• [Extracted entries]
+ + +

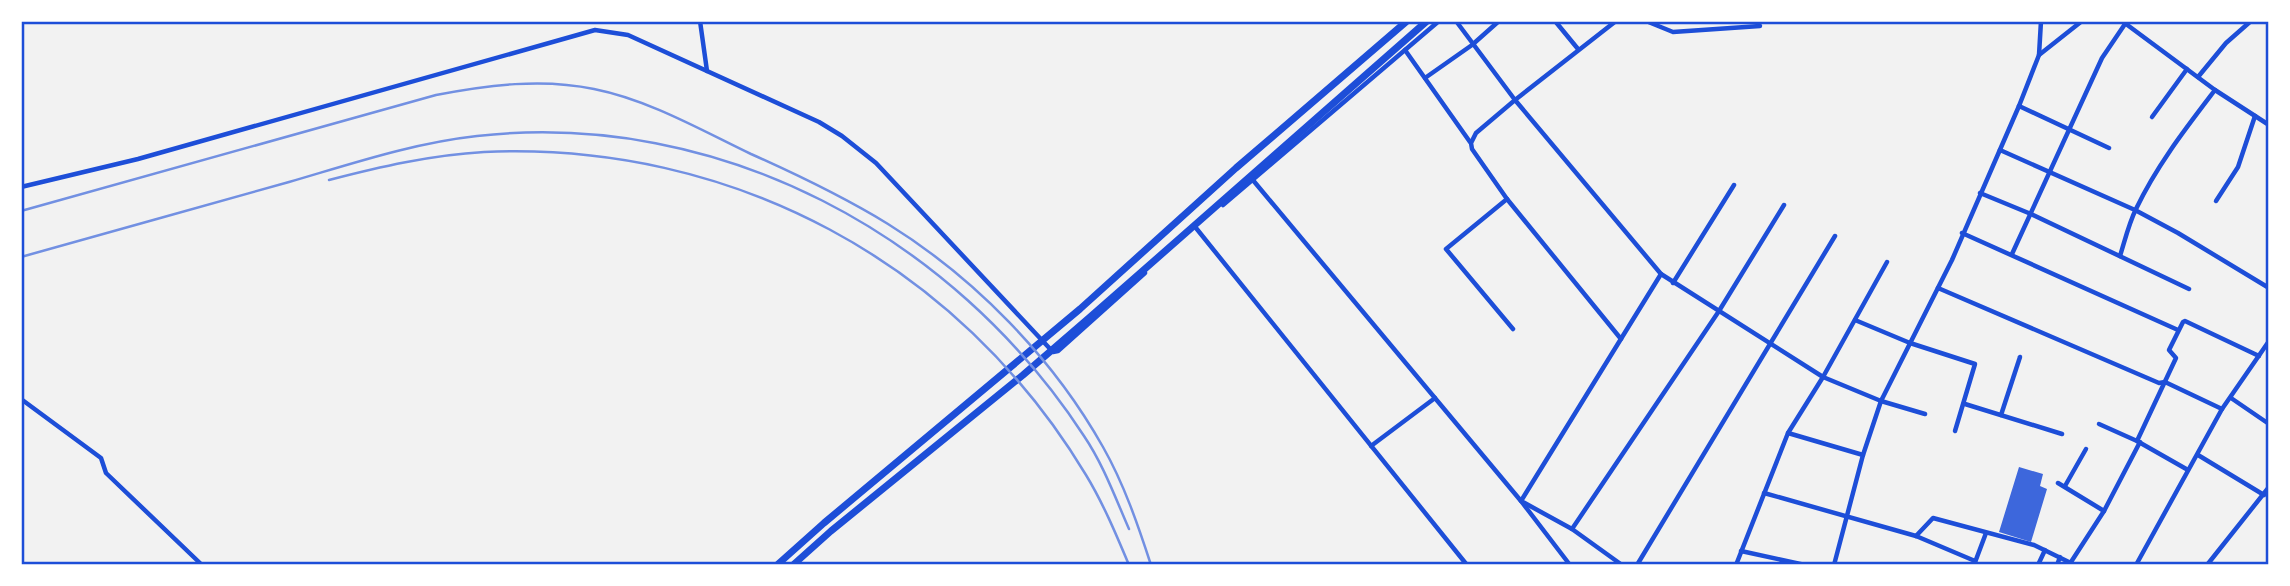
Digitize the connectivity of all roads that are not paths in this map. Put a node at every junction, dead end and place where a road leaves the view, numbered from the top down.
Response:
1 (700, 21) edge
2 (1407, 21) edge
3 (1427, 21) edge
4 (1438, 21) edge
5 (1455, 21) edge
6 (1500, 21) edge
7 (1555, 21) edge
8 (1616, 21) edge
9 (1646, 21) edge
10 (2041, 21) edge
11 (2082, 21) edge
12 (2124, 23) edge
13 (2249, 23) edge
14 (1760, 26) dead end
15 (1472, 46) junction
16 (1578, 49) junction
17 (1405, 50) junction
18 (2039, 55) junction
19 (2187, 69) junction
20 (707, 71) junction
21 (2198, 77) junction
22 (1425, 78) junction
23 (2216, 90) junction
24 (1515, 100) junction
25 (2019, 106) junction
26 (2152, 117) dead end
27 (2257, 118) junction
28 (2269, 125) edge
29 (2069, 130) junction
30 (1471, 143) junction
31 (2109, 148) dead end
32 (2000, 150) junction
33 (2049, 172) junction
34 (1252, 180) junction
35 (1734, 185) dead end
36 (21, 187) edge
37 (1980, 193) junction
38 (1507, 199) junction
39 (2216, 201) dead end
40 (1784, 205) dead end
41 (2135, 210) junction
42 (2031, 214) junction
43 (1196, 228) junction
44 (1962, 233) junction
45 (1835, 236) dead end
46 (2012, 254) junction
47 (2120, 256) junction
48 (1887, 262) dead end
49 (1661, 274) junction
50 (1673, 283) junction
51 (1938, 288) junction
52 (2269, 288) edge
53 (2189, 289) dead end
54 (1719, 311) junction
55 (1855, 320) junction
56 (1513, 329) dead end
57 (2178, 330) junction
58 (1621, 339) junction
59 (2269, 341) edge
60 (1910, 343) junction
61 (1770, 345) junction
62 (2267, 349) edge
63 (2259, 356) junction
64 (2020, 357) dead end
65 (1823, 377) junction
66 (2165, 382) junction
67 (1435, 398) junction
68 (2231, 398) junction
69 (21, 399) edge
70 (1881, 401) junction
71 (1965, 404) junction
72 (2222, 409) junction
73 (1926, 414) dead end
74 (2001, 415) junction
75 (2099, 424) dead end
76 (2269, 424) edge
77 (1955, 431) dead end
78 (1788, 433) junction
79 (2062, 434) dead end
80 (2138, 441) junction
81 (1371, 446) junction
82 (2087, 449) dead end
83 (2198, 454) junction
84 (1863, 456) junction
85 (2188, 470) junction
86 (2059, 483) dead end
87 (2065, 486) junction
88 (2269, 487) edge
89 (1764, 493) junction
90 (2264, 495) junction
91 (1521, 501) junction
92 (2105, 511) junction
93 (1847, 515) junction
94 (1572, 529) junction
95 (1986, 533) junction
96 (1916, 536) junction
97 (2045, 550) junction
98 (1741, 551) junction
99 (2060, 557) junction
100 (1975, 564) edge
101 (2073, 564) edge
102 (202, 565) edge
103 (777, 565) edge
104 (793, 565) edge
105 (1467, 565) edge
106 (1570, 565) edge
107 (1622, 565) edge
108 (1637, 565) edge
109 (1736, 565) edge
110 (1805, 565) edge
111 (1834, 565) edge
112 (2038, 565) edge
113 (2057, 565) edge
114 (2136, 565) edge
115 (2207, 565) edge

1 - 20 street
2 - 103 main road
3 - 104 main road
4 - 17 street
5 - 15 street
6 - 15 street
7 - 16 street
8 - 16 street
9 - 14 street
10 - 18 street
11 - 18 street
12 - 19 street
12 - 29 street
13 - 21 street
15 - 22 street
15 - 24 street
16 - 24 street
17 - 22 street
17 - 34 street
18 - 25 street
19 - 21 street
19 - 26 street
20 - 36 street
20 - 43 street
21 - 23 street
22 - 30 street
23 - 27 street
23 - 41 street
24 - 30 street
24 - 49 street
25 - 29 street
25 - 32 street
27 - 28 street
27 - 39 street
29 - 31 street
29 - 33 street
30 - 38 street
32 - 33 street
32 - 37 street
33 - 41 street
33 - 42 street
34 - 43 street
34 - 67 street
35 - 50 street
37 - 42 street
37 - 44 street
38 - 56 street
38 - 58 street
40 - 54 street
41 - 47 street
41 - 52 street
42 - 46 street
42 - 47 street
43 - 81 street
44 - 46 street
44 - 51 street
45 - 61 street
46 - 57 street
47 - 53 street
48 - 55 street
49 - 50 street
49 - 58 street
50 - 54 street
51 - 60 street
51 - 66 street
54 - 61 street
54 - 94 street
55 - 60 street
55 - 65 street
57 - 63 street
57 - 66 street
58 - 91 street
59 - 62 street
60 - 70 street
60 - 71 street
61 - 65 street
61 - 108 street
62 - 63 street
63 - 68 street
64 - 74 street
65 - 70 street
65 - 78 street
66 - 72 street
66 - 80 street
67 - 81 street
67 - 91 street
68 - 72 street
68 - 76 street
69 - 102 street
70 - 73 street
70 - 84 street
71 - 74 street
71 - 77 street
72 - 83 street
74 - 79 street
75 - 80 street
78 - 84 street
78 - 89 street
80 - 85 street
80 - 92 street
81 - 105 street
82 - 87 street
83 - 85 street
83 - 90 street
84 - 93 street
85 - 114 street
86 - 87 street
87 - 92 street
88 - 90 street
89 - 93 street
89 - 98 street
90 - 115 street
91 - 94 street
91 - 106 street
92 - 101 street
93 - 96 street
93 - 111 street
94 - 107 street
95 - 96 street
95 - 97 street
95 - 100 street
96 - 100 street
97 - 99 street
97 - 112 street
98 - 109 street
98 - 110 street
99 - 101 street
99 - 113 street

+ + +

• [Assigned task]
This task calls for an exact copy of the data above, without pictures.

• [Response to this task]
Digitize the connectivity of all roads that are not paths in this map. Put a node at every junction, dead end and place where a road leaves the view, numbered from the top down.
Response:
1 (700, 21) edge
2 (1407, 21) edge
3 (1427, 21) edge
4 (1438, 21) edge
5 (1455, 21) edge
6 (1500, 21) edge
7 (1555, 21) edge
8 (1616, 21) edge
9 (1646, 21) edge
10 (2041, 21) edge
11 (2082, 21) edge
12 (2124, 23) edge
13 (2249, 23) edge
14 (1760, 26) dead end
15 (1472, 46) junction
16 (1578, 49) junction
17 (1405, 50) junction
18 (2039, 55) junction
19 (2187, 69) junction
20 (707, 71) junction
21 (2198, 77) junction
22 (1425, 78) junction
23 (2216, 90) junction
24 (1515, 100) junction
25 (2019, 106) junction
26 (2152, 117) dead end
27 (2257, 118) junction
28 (2269, 125) edge
29 (2069, 130) junction
30 (1471, 143) junction
31 (2109, 148) dead end
32 (2000, 150) junction
33 (2049, 172) junction
34 (1252, 180) junction
35 (1734, 185) dead end
36 (21, 187) edge
37 (1980, 193) junction
38 (1507, 199) junction
39 (2216, 201) dead end
40 (1784, 205) dead end
41 (2135, 210) junction
42 (2031, 214) junction
43 (1196, 228) junction
44 (1962, 233) junction
45 (1835, 236) dead end
46 (2012, 254) junction
47 (2120, 256) junction
48 (1887, 262) dead end
49 (1661, 274) junction
50 (1673, 283) junction
51 (1938, 288) junction
52 (2269, 288) edge
53 (2189, 289) dead end
54 (1719, 311) junction
55 (1855, 320) junction
56 (1513, 329) dead end
57 (2178, 330) junction
58 (1621, 339) junction
59 (2269, 341) edge
60 (1910, 343) junction
61 (1770, 345) junction
62 (2267, 349) edge
63 (2259, 356) junction
64 (2020, 357) dead end
65 (1823, 377) junction
66 (2165, 382) junction
67 (1435, 398) junction
68 (2231, 398) junction
69 (21, 399) edge
70 (1881, 401) junction
71 (1965, 404) junction
72 (2222, 409) junction
73 (1926, 414) dead end
74 (2001, 415) junction
75 (2099, 424) dead end
76 (2269, 424) edge
77 (1955, 431) dead end
78 (1788, 433) junction
79 (2062, 434) dead end
80 (2138, 441) junction
81 (1371, 446) junction
82 (2087, 449) dead end
83 (2198, 454) junction
84 (1863, 456) junction
85 (2188, 470) junction
86 (2059, 483) dead end
87 (2065, 486) junction
88 (2269, 487) edge
89 (1764, 493) junction
90 (2264, 495) junction
91 (1521, 501) junction
92 (2105, 511) junction
93 (1847, 515) junction
94 (1572, 529) junction
95 (1986, 533) junction
96 (1916, 536) junction
97 (2045, 550) junction
98 (1741, 551) junction
99 (2060, 557) junction
100 (1975, 564) edge
101 (2073, 564) edge
102 (202, 565) edge
103 (777, 565) edge
104 (793, 565) edge
105 (1467, 565) edge
106 (1570, 565) edge
107 (1622, 565) edge
108 (1637, 565) edge
109 (1736, 565) edge
110 (1805, 565) edge
111 (1834, 565) edge
112 (2038, 565) edge
113 (2057, 565) edge
114 (2136, 565) edge
115 (2207, 565) edge

1 - 20 street
2 - 103 main road
3 - 104 main road
4 - 17 street
5 - 15 street
6 - 15 street
7 - 16 street
8 - 16 street
9 - 14 street
10 - 18 street
11 - 18 street
12 - 19 street
12 - 29 street
13 - 21 street
15 - 22 street
15 - 24 street
16 - 24 street
17 - 22 street
17 - 34 street
18 - 25 street
19 - 21 street
19 - 26 street
20 - 36 street
20 - 43 street
21 - 23 street
22 - 30 street
23 - 27 street
23 - 41 street
24 - 30 street
24 - 49 street
25 - 29 street
25 - 32 street
27 - 28 street
27 - 39 street
29 - 31 street
29 - 33 street
30 - 38 street
32 - 33 street
32 - 37 street
33 - 41 street
33 - 42 street
34 - 43 street
34 - 67 street
35 - 50 street
37 - 42 street
37 - 44 street
38 - 56 street
38 - 58 street
40 - 54 street
41 - 47 street
41 - 52 street
42 - 46 street
42 - 47 street
43 - 81 street
44 - 46 street
44 - 51 street
45 - 61 street
46 - 57 street
47 - 53 street
48 - 55 street
49 - 50 street
49 - 58 street
50 - 54 street
51 - 60 street
51 - 66 street
54 - 61 street
54 - 94 street
55 - 60 street
55 - 65 street
57 - 63 street
57 - 66 street
58 - 91 street
59 - 62 street
60 - 70 street
60 - 71 street
61 - 65 street
61 - 108 street
62 - 63 street
63 - 68 street
64 - 74 street
65 - 70 street
65 - 78 street
66 - 72 street
66 - 80 street
67 - 81 street
67 - 91 street
68 - 72 street
68 - 76 street
69 - 102 street
70 - 73 street
70 - 84 street
71 - 74 street
71 - 77 street
72 - 83 street
74 - 79 street
75 - 80 street
78 - 84 street
78 - 89 street
80 - 85 street
80 - 92 street
81 - 105 street
82 - 87 street
83 - 85 street
83 - 90 street
84 - 93 street
85 - 114 street
86 - 87 street
87 - 92 street
88 - 90 street
89 - 93 street
89 - 98 street
90 - 115 street
91 - 94 street
91 - 106 street
92 - 101 street
93 - 96 street
93 - 111 street
94 - 107 street
95 - 96 street
95 - 97 street
95 - 100 street
96 - 100 street
97 - 99 street
97 - 112 street
98 - 109 street
98 - 110 street
99 - 101 street
99 - 113 street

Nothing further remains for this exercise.